With all the questions regarding Zimbabwe's diamonds, shouldn't the auction be public and transparent?
Where is the money going? Who is selling the diamonds? Are the proceeds going to the nation of Zimbabwe or "private" investors?
ANY diamonds sold by Zimbabwe need to be transparent to show they are not "blood-diamonds" who only enrich ZANU-Poof while Zimbabwe continues to suffer.
A "private" sale does nothing to assuage the idea that the diamonds of Zimbabwe are being diverted and sold to the benefit of ZANu-Poof.......
Transparency of diamond sales MUST be a condition of Zimbabwe's government! Who is "selling" these diamonds, where did they come from, and do they benefit the people of Zimbabwe and NOT politically connected cronies of Bloodstained Bob.........
If the money actually goes to the government or the people of Zimbabwe,, then fine, sell them, and invest in the infrastructure and people of Zimbabwe, if the money goes to individuals.........
So again, why does the sale need to be "private"?........... what is there to hide?

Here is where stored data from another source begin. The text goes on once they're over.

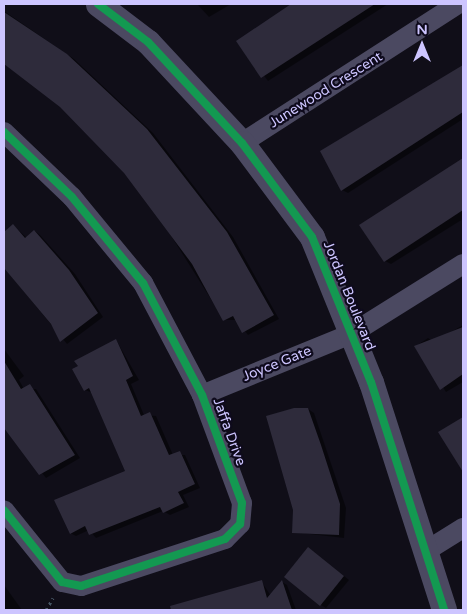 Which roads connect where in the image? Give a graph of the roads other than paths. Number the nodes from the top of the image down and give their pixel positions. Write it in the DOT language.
graph roads {
  1 [pos="98,4"];
  2 [pos="458,4"];
  3 [pos="4,132"];
  4 [pos="242,143"];
  5 [pos="463,264"];
  6 [pos="351,334"];
  7 [pos="202,395"];
  8 [pos="4,510"];
  9 [pos="463,528"];
  10 [pos="426,551"];
  11 [pos="444,610"];
  1 -- 4 [label="street, Jordan Boulevard"];
  2 -- 4 [label="street, Junewood Crescent"];
  3 -- 7 [label="street, Jaffa Drive"];
  4 -- 6 [label="street, Jordan Boulevard"];
  5 -- 6 [label="street"];
  6 -- 7 [label="street, Joyce Gate"];
  6 -- 10 [label="street, Jordan Boulevard"];
  7 -- 8 [label="street, Jaffa Drive"];
  9 -- 10 [label="street"];
  10 -- 11 [label="street, Jordan Boulevard"];
} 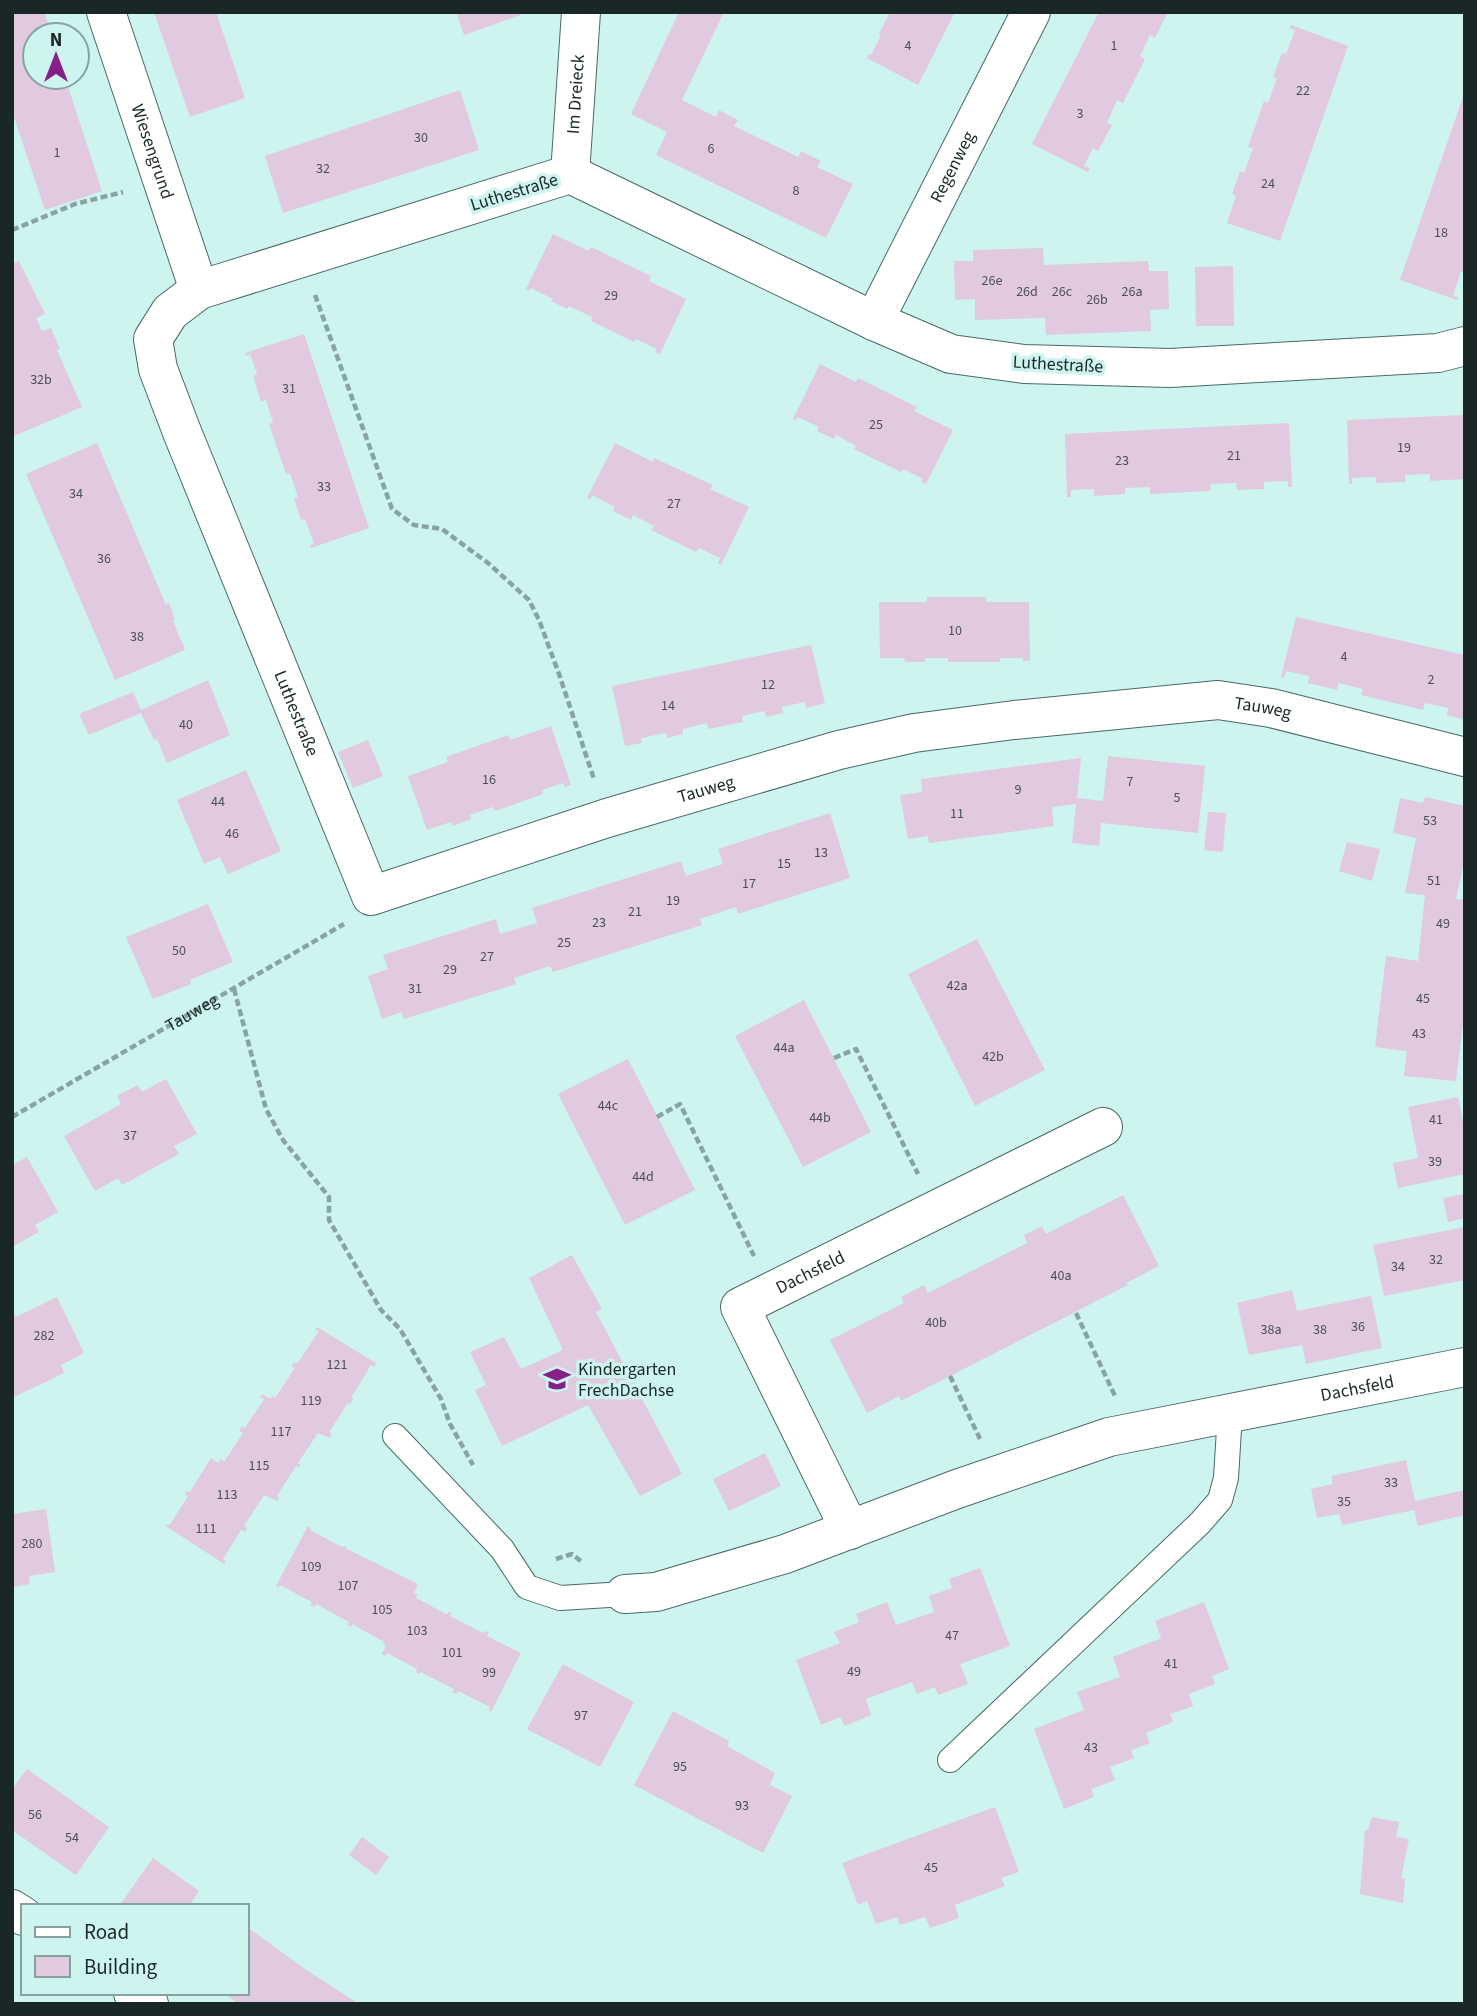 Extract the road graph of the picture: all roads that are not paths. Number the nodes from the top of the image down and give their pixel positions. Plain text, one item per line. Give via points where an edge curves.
1 (106, 12) edge
2 (581, 12) edge
3 (1031, 12) edge
4 (570, 174) junction
5 (200, 290) junction
6 (874, 321) junction
7 (1465, 346) edge
8 (1465, 757) edge
9 (371, 896) joint
10 (1103, 1127) dead end
11 (1465, 1367) edge
12 (1230, 1413) junction
13 (395, 1436) dead end
14 (850, 1530) junction
15 (625, 1594) joint
16 (950, 1760) dead end

1 - 5 street, Wiesengrund
2 - 4 street, Im Dreieck
3 - 6 street, Regenweg
4 - 5 street, Luthestraße
4 - 6 street, Luthestraße
5 - 9 street, Luthestraße via 170,312 153,339 158,369
6 - 7 street, Luthestraße via 951,354 1024,364 1170,368 1438,353
8 - 9 street, Tauweg via 1271,708 1218,700 1014,720 914,733 839,751 607,818
10 - 14 street, Dachsfeld via 740,1307
11 - 12 street, Dachsfeld
12 - 14 street, Dachsfeld via 1132,1431
12 - 16 lane via 1226,1479 1220,1500
13 - 15 lane via 502,1549 527,1587 560,1598
14 - 15 street, Dachsfeld via 656,1592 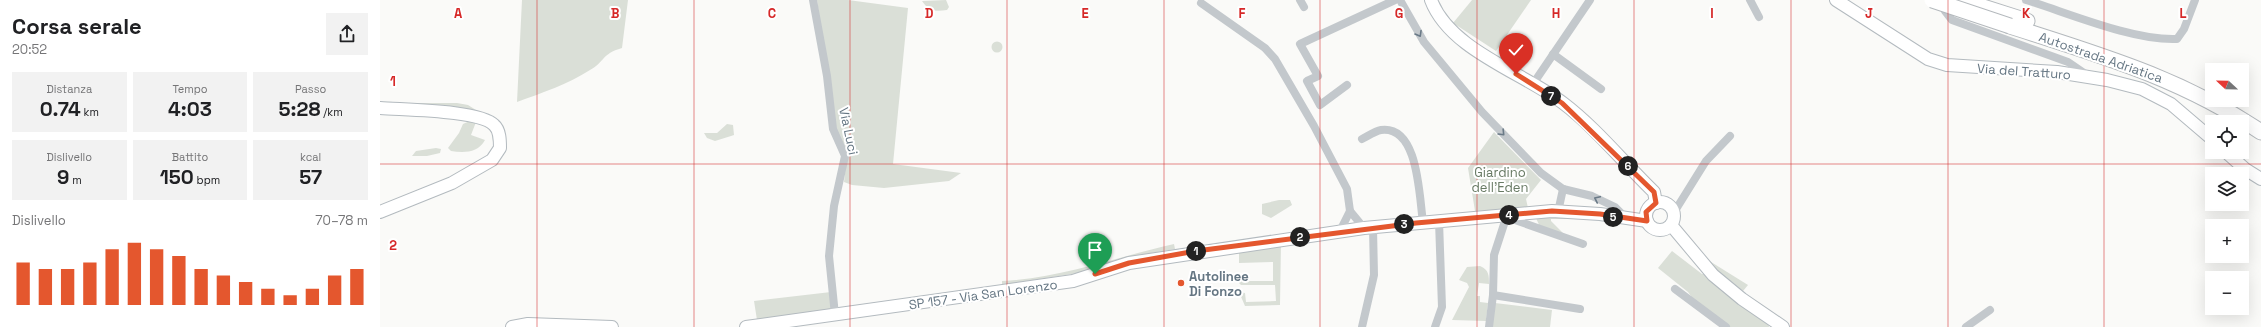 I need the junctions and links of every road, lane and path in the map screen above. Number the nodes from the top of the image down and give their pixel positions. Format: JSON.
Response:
{"nodes":[{"id":1,"x":813,"y":0,"type":"edge"},
{"id":2,"x":1395,"y":0,"type":"edge"},
{"id":3,"x":1400,"y":0,"type":"edge"},
{"id":4,"x":1431,"y":0,"type":"edge"},
{"id":5,"x":1590,"y":0,"type":"edge"},
{"id":6,"x":1750,"y":0,"type":"edge"},
{"id":7,"x":1836,"y":0,"type":"edge"},
{"id":8,"x":1932,"y":0,"type":"edge"},
{"id":9,"x":1961,"y":0,"type":"edge"},
{"id":10,"x":2026,"y":0,"type":"edge"},
{"id":11,"x":2195,"y":0,"type":"edge"},
{"id":12,"x":1201,"y":3,"type":"dead end"},
{"id":13,"x":1945,"y":11,"type":"dead end"},
{"id":14,"x":1759,"y":17,"type":"dead end"},
{"id":15,"x":1553,"y":54,"type":"junction"},
{"id":16,"x":2089,"y":77,"type":"junction"},
{"id":17,"x":1533,"y":84,"type":"junction"},
{"id":18,"x":1347,"y":85,"type":"dead end"},
{"id":19,"x":2205,"y":88,"type":"edge"},
{"id":20,"x":1601,"y":89,"type":"dead end"},
{"id":21,"x":2240,"y":107,"type":"edge"},
{"id":22,"x":380,"y":108,"type":"edge"},
{"id":23,"x":2261,"y":120,"type":"edge"},
{"id":24,"x":2261,"y":132,"type":"edge"},
{"id":25,"x":2205,"y":133,"type":"edge"},
{"id":26,"x":1730,"y":136,"type":"dead end"},
{"id":27,"x":1362,"y":139,"type":"dead end"},
{"id":28,"x":2234,"y":159,"type":"edge"},
{"id":29,"x":2261,"y":179,"type":"edge"},
{"id":30,"x":1563,"y":189,"type":"junction"},
{"id":31,"x":1656,"y":203,"type":"junction"},
{"id":32,"x":1350,"y":211,"type":"junction"},
{"id":33,"x":380,"y":212,"type":"edge"},
{"id":34,"x":1558,"y":212,"type":"junction"},
{"id":35,"x":1508,"y":215,"type":"junction"},
{"id":36,"x":1624,"y":219,"type":"junction"},
{"id":37,"x":1672,"y":219,"type":"junction"},
{"id":38,"x":1439,"y":221,"type":"junction"},
{"id":39,"x":1647,"y":221,"type":"junction"},
{"id":40,"x":1423,"y":222,"type":"junction"},
{"id":41,"x":1369,"y":228,"type":"junction"},
{"id":42,"x":1340,"y":231,"type":"junction"},
{"id":43,"x":1583,"y":244,"type":"dead end"},
{"id":44,"x":1675,"y":289,"type":"dead end"},
{"id":45,"x":1493,"y":295,"type":"junction"},
{"id":46,"x":1580,"y":309,"type":"dead end"},
{"id":47,"x":1990,"y":310,"type":"dead end"},
{"id":48,"x":835,"y":315,"type":"junction"},
{"id":49,"x":512,"y":327,"type":"edge"},
{"id":50,"x":612,"y":327,"type":"edge"},
{"id":51,"x":746,"y":327,"type":"edge"},
{"id":52,"x":1362,"y":327,"type":"edge"},
{"id":53,"x":1435,"y":327,"type":"edge"},
{"id":54,"x":1489,"y":327,"type":"edge"},
{"id":55,"x":1726,"y":327,"type":"edge"},
{"id":56,"x":1783,"y":327,"type":"edge"},
{"id":57,"x":1966,"y":327,"type":"edge"}],
"edges":[{"from":1,"to":48,"type":"street","name":"Via Luci"},
{"from":2,"to":18,"type":"street"},
{"from":3,"to":30,"type":"street","one_way":true},
{"from":4,"to":17,"type":"main road"},
{"from":5,"to":15,"type":"street"},
{"from":6,"to":14,"type":"street"},
{"from":7,"to":16,"type":"main road","name":"Via del Tratturo"},
{"from":8,"to":24,"type":"highway","name":"Autostrada Adriatica","bridge":true},
{"from":9,"to":19,"type":"highway","name":"Autostrada Adriatica"},
{"from":10,"to":11,"type":"street"},
{"from":12,"to":32,"type":"street"},
{"from":13,"to":16,"type":"street"},
{"from":15,"to":17,"type":"street"},
{"from":15,"to":20,"type":"street"},
{"from":16,"to":25,"type":"main road","name":"Via del Tratturo"},
{"from":17,"to":31,"type":"main road"},
{"from":21,"to":23,"type":"highway"},
{"from":22,"to":33,"type":"main road"},
{"from":26,"to":37,"type":"street"},
{"from":27,"to":40,"type":"street"},
{"from":28,"to":29,"type":"main road"},
{"from":30,"to":34,"type":"street"},
{"from":36,"to":30,"type":"street","one_way":true},
{"from":31,"to":37,"type":"main road"},
{"from":31,"to":39,"type":"main road"},
{"from":32,"to":41,"type":"street"},
{"from":32,"to":42,"type":"street"},
{"from":34,"to":35,"type":"main road","name":"SP 157 - Via San Lorenzo"},
{"from":34,"to":36,"type":"main road","name":"SP 157 - Via San Lorenzo"},
{"from":35,"to":38,"type":"main road","name":"SP 157 - Via San Lorenzo"},
{"from":35,"to":43,"type":"street"},
{"from":35,"to":45,"type":"street"},
{"from":36,"to":39,"type":"main road","name":"SP 157 - Via San Lorenzo"},
{"from":37,"to":39,"type":"main road"},
{"from":37,"to":56,"type":"main road"},
{"from":38,"to":40,"type":"main road","name":"SP 157 - Via San Lorenzo"},
{"from":38,"to":53,"type":"street"},
{"from":40,"to":41,"type":"main road","name":"SP 157 - Via San Lorenzo"},
{"from":41,"to":42,"type":"main road","name":"SP 157 - Via San Lorenzo"},
{"from":41,"to":52,"type":"street"},
{"from":42,"to":48,"type":"main road","name":"SP 157 - Via San Lorenzo"},
{"from":44,"to":55,"type":"street"},
{"from":45,"to":46,"type":"street"},
{"from":45,"to":54,"type":"street"},
{"from":47,"to":57,"type":"street"},
{"from":48,"to":51,"type":"main road","name":"SP 157 - Via San Lorenzo"},
{"from":49,"to":50,"type":"main road"}]} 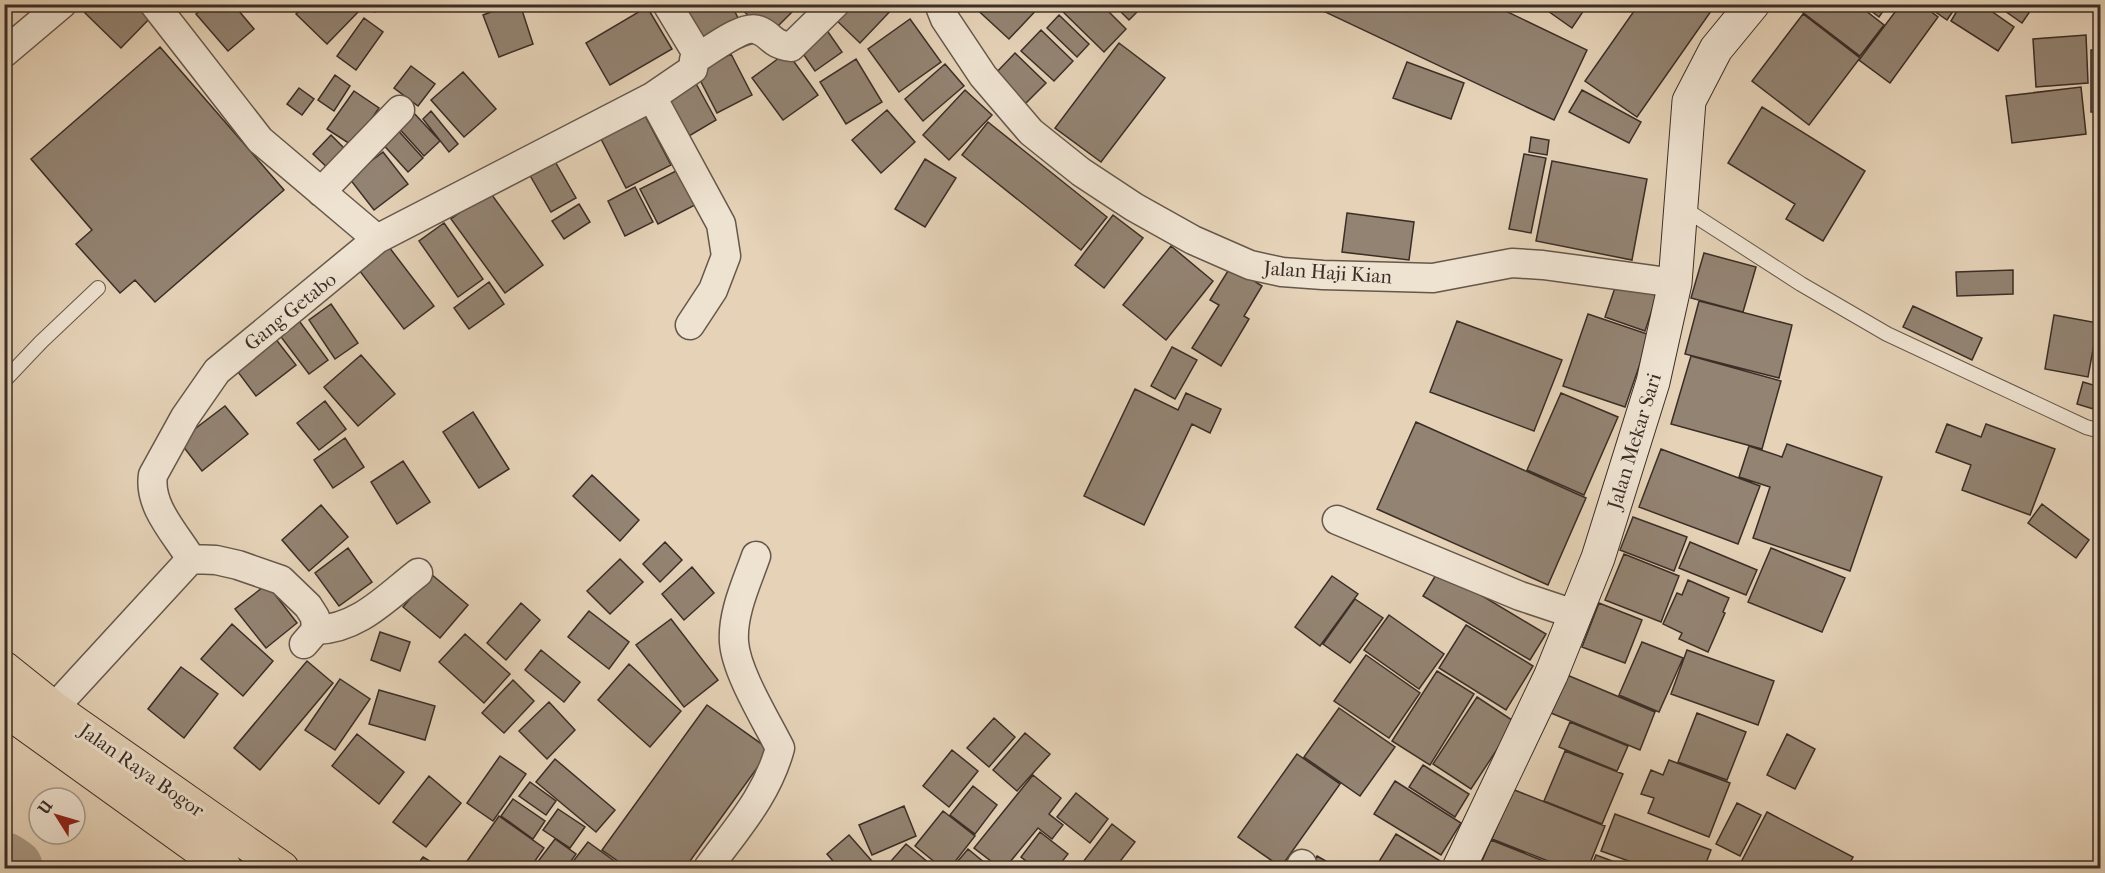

I tell you these people are having a heyday and life is too good. No one in Zimbabwe questions and so they get away with more ill-gotten riches. It will never be known what this sale of diamonds was worth but the only tell-tale will be the increase in the many chins that will grow and the many abdomens that will hang bellow the knees and the smelliest of farts due drinking all those beers and feasting on all those meats. That's how these thieves are living - on the hog. Bloody thieving pigs.